Os políticos vão sendo sendo obrigados a reagir. Na segunda-feira, o presidente francês Emmanuel Macron acusou Musk de “intervir diretamente nas eleições.” No mesmo dia, Keir Starmer criticou o dono do X/Twitter por espalhar “mentiras e desinformação” sobre gangues envolvidas em abuso sexual infantil. O Politico fez um levantamento de 13 situações de interferência direta de Musk nas democracias europeias.
Já estamos noutro ponto mais à frente do caminho, já ultrapassámos na trajetória o marco da ascensão dos populistas. E os partidos de extrema-direita não são os generais desta guerra, nem sequer coronéis.
A democracia pode funcionar se alguns homens altamente atípicos exercem controlo efetivo sobre vastas áreas do espaço público? Como pode esse controlo ser limitado ou contrabalançado, mesmo em teoria? Que passos práticos de reforma estão disponíveis numa democracia moldada por pessoas que se pretende afastar do poder?
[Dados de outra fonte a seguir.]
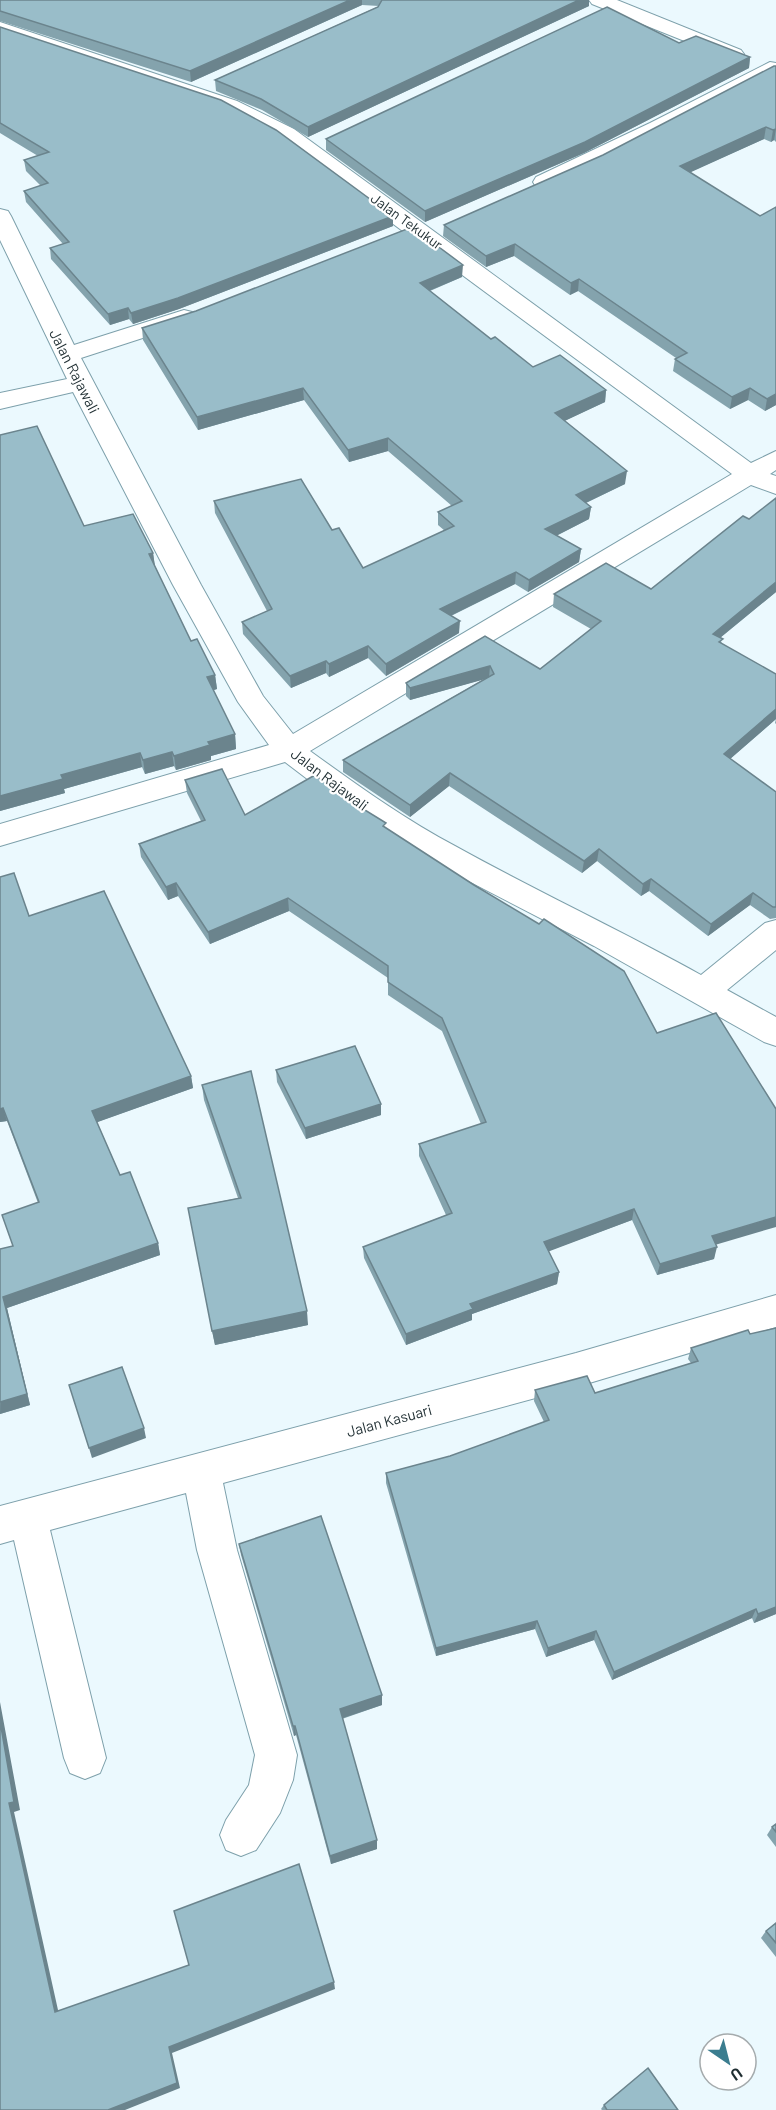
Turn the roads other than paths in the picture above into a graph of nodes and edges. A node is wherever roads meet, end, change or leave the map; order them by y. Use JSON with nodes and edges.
{"nodes":[{"id":1,"x":600,"y":7,"type":"edge"},
{"id":2,"x":0,"y":28,"type":"edge"},
{"id":3,"x":773,"y":69,"type":"edge"},
{"id":4,"x":223,"y":78,"type":"edge"},
{"id":5,"x":191,"y":92,"type":"junction"},
{"id":6,"x":330,"y":138,"type":"edge"},
{"id":7,"x":308,"y":148,"type":"junction"},
{"id":8,"x":526,"y":189,"type":"edge"},
{"id":9,"x":0,"y":216,"type":"edge"},
{"id":10,"x":428,"y":229,"type":"junction"},
{"id":11,"x":385,"y":239,"type":"edge"},
{"id":12,"x":199,"y":312,"type":"edge"},
{"id":13,"x":67,"y":355,"type":"junction"},
{"id":14,"x":81,"y":383,"type":"junction"},
{"id":15,"x":0,"y":401,"type":"edge"},
{"id":16,"x":776,"y":459,"type":"edge"},
{"id":17,"x":750,"y":475,"type":"junction"},
{"id":18,"x":776,"y":486,"type":"edge"},
{"id":19,"x":289,"y":750,"type":"junction"},
{"id":20,"x":0,"y":835,"type":"edge"},
{"id":21,"x":776,"y":932,"type":"edge"},
{"id":22,"x":703,"y":992,"type":"junction"},
{"id":23,"x":776,"y":1033,"type":"edge"},
{"id":24,"x":776,"y":1311,"type":"edge"},
{"id":25,"x":201,"y":1471,"type":"junction"},
{"id":26,"x":14,"y":1522,"type":"edge"},
{"id":27,"x":85,"y":1758,"type":"dead end"},
{"id":28,"x":241,"y":1835,"type":"dead end"}],
"edges":[{"from":1,"to":3,"type":"street"},
{"from":2,"to":5,"type":"street","name":"Jalan Tekukur"},
{"from":3,"to":8,"type":"street"},
{"from":4,"to":5,"type":"street"},
{"from":5,"to":7,"type":"street","name":"Jalan Tekukur"},
{"from":6,"to":7,"type":"street"},
{"from":7,"to":10,"type":"street","name":"Jalan Tekukur"},
{"from":9,"to":13,"type":"street","name":"Jalan Rajawali"},
{"from":10,"to":11,"type":"street"},
{"from":10,"to":17,"type":"street","name":"Jalan Tekukur"},
{"from":12,"to":13,"type":"street"},
{"from":13,"to":14,"type":"street","name":"Jalan Rajawali"},
{"from":14,"to":15,"type":"street"},
{"from":14,"to":19,"type":"street","name":"Jalan Rajawali"},
{"from":16,"to":17,"type":"street"},
{"from":17,"to":18,"type":"street","name":"Jalan Tekukur"},
{"from":17,"to":19,"type":"street"},
{"from":19,"to":20,"type":"street"},
{"from":19,"to":22,"type":"street","name":"Jalan Rajawali"},
{"from":21,"to":22,"type":"street"},
{"from":22,"to":23,"type":"street","name":"Jalan Rajawali"},
{"from":24,"to":25,"type":"street","name":"Jalan Kasuari"},
{"from":25,"to":26,"type":"street","name":"Jalan Kasuari"},
{"from":25,"to":28,"type":"street"},
{"from":26,"to":27,"type":"street"}]}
[Seria interessante o exercício de comparar o poder mediático e de interferência política de anteriores magnatas donos de impérios de comunicação social, como Rupert Murdoch, Ted Turner ou Silvio Berlusconi, que até se fez eleger primeiro ministro de Itália com esse instrumento, com o dos atuais donos da narrativa, como Elon Musk. A esfera de influência é global, a rapidez da mensagem vertiginosa e desequilibradora só por si, para mencionar as duas características que elevam os atuais bilionários a um patamar muito acima. ]
Os pontos deste texto:
Meta acaba com o fact-checking no Facebook e introduz a moderação voluntária, como a X/Twitter fez, além de outras mudanças
de onde veio isto tudo
o mito da verificação dos factos
a admissão da censura no Facebook e Instagram
a verdadeira ameaça aos processos democráticos e a subversão do direito internacional: a concentração em apenas duas pessoas do poder de manipulação e controlo das narrativas de que se alimentam três mil milhões de pessoas em todo o mundo.
Senhores absolutos
Leituras recomendadas
Facebook substitui fact-checking pela moderação voluntária
A notícia é de terça-feira, dia 7. Mark Zuckerberg anunciou (link para a transcrição nas fontes, abaixo) alterações na política de moderação das plataformas da Meta, Facebook e Instagram em destaque. Os jornalistas escolheram apenas um dos cinco pontos principais das mudanças: o fim do financiamento das empresas de verificação de factos. Compreende-se a seleção: a maior parte dessas empresas é pertença dos grupos de media ou de empresas fundadas por jornalistas, e empregam jornalistas.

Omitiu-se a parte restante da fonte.